Plaintiff-Appellant, )
)
v. ) No. 12-L-272
)
GRAYSLAKE COMMUNITY HIGH )
SCHOOL DISTRICT 127, ) Honorable
) Jorge L. Ortiz,
Defendant-Appellee. ) Judge, Presiding.
______________________________________________________________________________
JUSTICE HUTCHINSON delivered the judgment of the court, with opinion.
Justices Birkett and Spence concurred in the judgment and opinion.
OPINION
¶1 On April 10, 2012, plaintiff, Carlos Malinksi, filed a complaint against defendant,
Grayslake Community High School District 127. Plaintiff, a student at Grayslake North High
School, alleged that other students subjected him to bullying and that defendant failed to provide
a safe environment, proximately causing plaintiff’s injuries. The trial court granted defendant’s
motion to dismiss pursuant to section 2-619.1 of the Code of Civil Procedure (the Code) (735
ILCS 5/2-619.1 (West 2012)), and plaintiff appeals. We affirm.
¶2 The pleadings reflect that plaintiff was a student at Grayslake North High School.
During school hours and on school property, other students subjected him to verbal and physical
abuse including being punched and pushed. Plaintiff was attacked on November 16, 2009, and
2014 IL App (2d) 130685
plaintiff had previously informed school officials “on numerous occasions” about being bullied
by other students. Specifically, “[t]hroughout 2008 and 2009,” plaintiff had several email
exchanges and meetings with Dean Athena Toliopoulos, warning her that he was in danger due
to bullying and that he feared that the violence against him would escalate if the problem was not
addressed. Plaintiff also had “continuous contact” with Joseph Volante, a school counselor.
Plaintiff told Volante that other students were bullying him on school grounds and that the
physical abuse would not stop unless “action was taken.” On November 6, 2009, plaintiff
emailed Volante, advising him that the bullying was getting worse and that he wanted to commit
suicide. On November 12, 2009, plaintiff met with school administrators and told them that
other students were subjecting him to bullying.

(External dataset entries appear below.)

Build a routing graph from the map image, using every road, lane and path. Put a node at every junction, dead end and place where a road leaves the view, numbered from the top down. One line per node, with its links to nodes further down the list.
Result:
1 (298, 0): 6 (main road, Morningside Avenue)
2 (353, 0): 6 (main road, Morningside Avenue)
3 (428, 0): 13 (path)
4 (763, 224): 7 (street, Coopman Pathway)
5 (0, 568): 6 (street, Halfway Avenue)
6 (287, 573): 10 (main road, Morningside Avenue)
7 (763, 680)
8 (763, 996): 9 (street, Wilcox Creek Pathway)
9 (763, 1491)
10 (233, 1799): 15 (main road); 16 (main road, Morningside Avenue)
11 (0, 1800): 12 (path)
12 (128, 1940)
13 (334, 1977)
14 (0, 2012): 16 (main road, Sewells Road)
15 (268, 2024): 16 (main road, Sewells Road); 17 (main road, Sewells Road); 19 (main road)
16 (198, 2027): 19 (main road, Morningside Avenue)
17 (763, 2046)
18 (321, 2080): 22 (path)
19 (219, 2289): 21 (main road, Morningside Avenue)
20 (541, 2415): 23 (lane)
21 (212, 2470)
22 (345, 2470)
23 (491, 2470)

¶3 Plaintiff’s complaint alleged that defendant had a duty to provide a safe environment and
that defendant failed to do so by “[w]illfully, wantonly, and with reckless disregard for
[plaintiff’s safety]” ignoring plaintiff’s warnings of bullying by other students and “allow[ing]
[p]laintiff to be beaten outside of his classroom.” Plaintiff alleged that, as a result of defendant’s
reckless disregard for his safety, plaintiff suffered injuries “both in mind and body” and will have
to pay “large sums of money” for medical care.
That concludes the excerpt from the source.